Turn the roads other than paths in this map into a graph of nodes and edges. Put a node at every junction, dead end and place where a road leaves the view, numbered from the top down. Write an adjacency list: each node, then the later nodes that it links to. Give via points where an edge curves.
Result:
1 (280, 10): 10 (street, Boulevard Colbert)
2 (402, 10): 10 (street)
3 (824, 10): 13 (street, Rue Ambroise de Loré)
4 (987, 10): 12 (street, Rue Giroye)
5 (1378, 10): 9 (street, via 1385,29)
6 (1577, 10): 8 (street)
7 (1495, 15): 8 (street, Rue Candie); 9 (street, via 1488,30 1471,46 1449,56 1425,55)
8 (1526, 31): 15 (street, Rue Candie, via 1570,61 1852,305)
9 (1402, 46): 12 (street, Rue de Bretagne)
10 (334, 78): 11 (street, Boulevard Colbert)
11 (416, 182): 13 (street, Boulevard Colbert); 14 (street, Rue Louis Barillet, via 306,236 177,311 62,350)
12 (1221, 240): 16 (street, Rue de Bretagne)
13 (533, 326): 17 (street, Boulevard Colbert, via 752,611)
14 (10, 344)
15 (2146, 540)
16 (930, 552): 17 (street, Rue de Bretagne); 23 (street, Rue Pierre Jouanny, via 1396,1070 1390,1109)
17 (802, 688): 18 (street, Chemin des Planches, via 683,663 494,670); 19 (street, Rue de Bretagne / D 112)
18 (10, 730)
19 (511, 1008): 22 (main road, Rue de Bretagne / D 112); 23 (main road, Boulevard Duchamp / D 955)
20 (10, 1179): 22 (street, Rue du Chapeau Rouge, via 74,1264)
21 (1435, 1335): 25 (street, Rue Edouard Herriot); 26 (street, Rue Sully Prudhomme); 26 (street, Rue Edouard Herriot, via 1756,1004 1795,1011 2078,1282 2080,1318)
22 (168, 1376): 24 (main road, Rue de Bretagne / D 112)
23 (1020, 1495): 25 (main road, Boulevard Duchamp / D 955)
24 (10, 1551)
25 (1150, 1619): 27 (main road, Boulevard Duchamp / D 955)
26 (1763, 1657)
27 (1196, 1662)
---*---
• [PROBLEM] A word-for-word restatement of all the records is required.

• [ANSWER SPACE]
Turn the roads other than paths in this map into a graph of nodes and edges. Put a node at every junction, dead end and place where a road leaves the view, numbered from the top down. Write an adjacency list: each node, then the later nodes that it links to. Give via points where an edge curves.
Result:
1 (280, 10): 10 (street, Boulevard Colbert)
2 (402, 10): 10 (street)
3 (824, 10): 13 (street, Rue Ambroise de Loré)
4 (987, 10): 12 (street, Rue Giroye)
5 (1378, 10): 9 (street, via 1385,29)
6 (1577, 10): 8 (street)
7 (1495, 15): 8 (street, Rue Candie); 9 (street, via 1488,30 1471,46 1449,56 1425,55)
8 (1526, 31): 15 (street, Rue Candie, via 1570,61 1852,305)
9 (1402, 46): 12 (street, Rue de Bretagne)
10 (334, 78): 11 (street, Boulevard Colbert)
11 (416, 182): 13 (street, Boulevard Colbert); 14 (street, Rue Louis Barillet, via 306,236 177,311 62,350)
12 (1221, 240): 16 (street, Rue de Bretagne)
13 (533, 326): 17 (street, Boulevard Colbert, via 752,611)
14 (10, 344)
15 (2146, 540)
16 (930, 552): 17 (street, Rue de Bretagne); 23 (street, Rue Pierre Jouanny, via 1396,1070 1390,1109)
17 (802, 688): 18 (street, Chemin des Planches, via 683,663 494,670); 19 (street, Rue de Bretagne / D 112)
18 (10, 730)
19 (511, 1008): 22 (main road, Rue de Bretagne / D 112); 23 (main road, Boulevard Duchamp / D 955)
20 (10, 1179): 22 (street, Rue du Chapeau Rouge, via 74,1264)
21 (1435, 1335): 25 (street, Rue Edouard Herriot); 26 (street, Rue Sully Prudhomme); 26 (street, Rue Edouard Herriot, via 1756,1004 1795,1011 2078,1282 2080,1318)
22 (168, 1376): 24 (main road, Rue de Bretagne / D 112)
23 (1020, 1495): 25 (main road, Boulevard Duchamp / D 955)
24 (10, 1551)
25 (1150, 1619): 27 (main road, Boulevard Duchamp / D 955)
26 (1763, 1657)
27 (1196, 1662)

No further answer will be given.